Colorado researchers developed a recyclable and self-healing e-skin, specially used in robotics and prosthetics for developing biomedical devices. The robotic skin is a crystalline material that can emulate the function and mechanical properties of human skin, which includes measuring pressure, temperature, and vibration.
Currently, researchers around the world developing a wide range of wearable e-skins, to recognize their value in assorted medical, scientific, and engineering fields.

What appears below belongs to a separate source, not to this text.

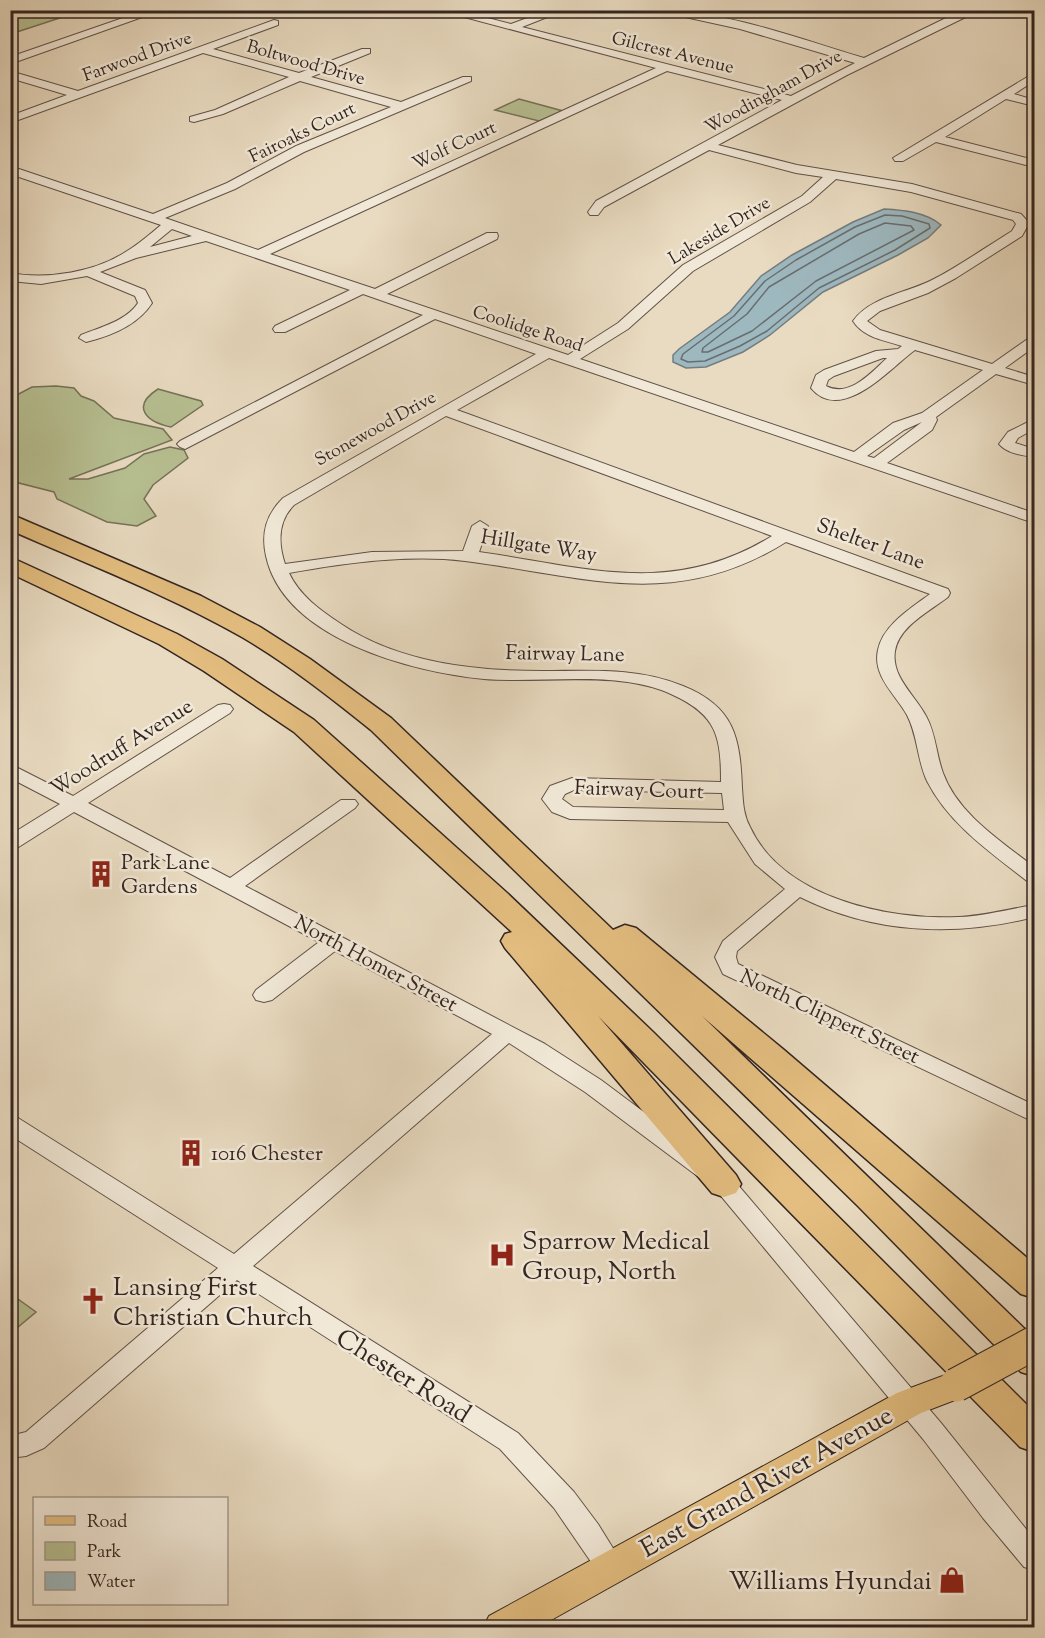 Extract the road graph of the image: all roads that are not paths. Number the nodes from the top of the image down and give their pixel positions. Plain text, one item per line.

Jianliang Xiao, lead researcher of the study said, the robotic skin has several distinctive properties, including polyimine, a novel type of covalently bonded dynamic system polymer that has laced with silver nanoparticles to provide better mechanical strength, compound strength and electrical conductivity.
Polyimine in e-skin
While, researchers use the chemical bonding of polyimine in robotic skin that allows both self-healing and fully recyclable at room temperature. However, the healing of cut or broken e-skin, including the sensors, done by using a mix of three commercially available compounds in ethanol.
Also, it can easily transform to curved surfaces like human arms and robotic hands by applying moderate heat and pressure to it without adding excessive stresses.
To recycle the electronic skin, the device soaks into solution, that influence the polymers to degrade into oligomers and monomers that are soluble in ethanol. Also, the silver nanoparticles sink to the base of the solution. The reused arrangement and nanoparticles would use to make new e-skin.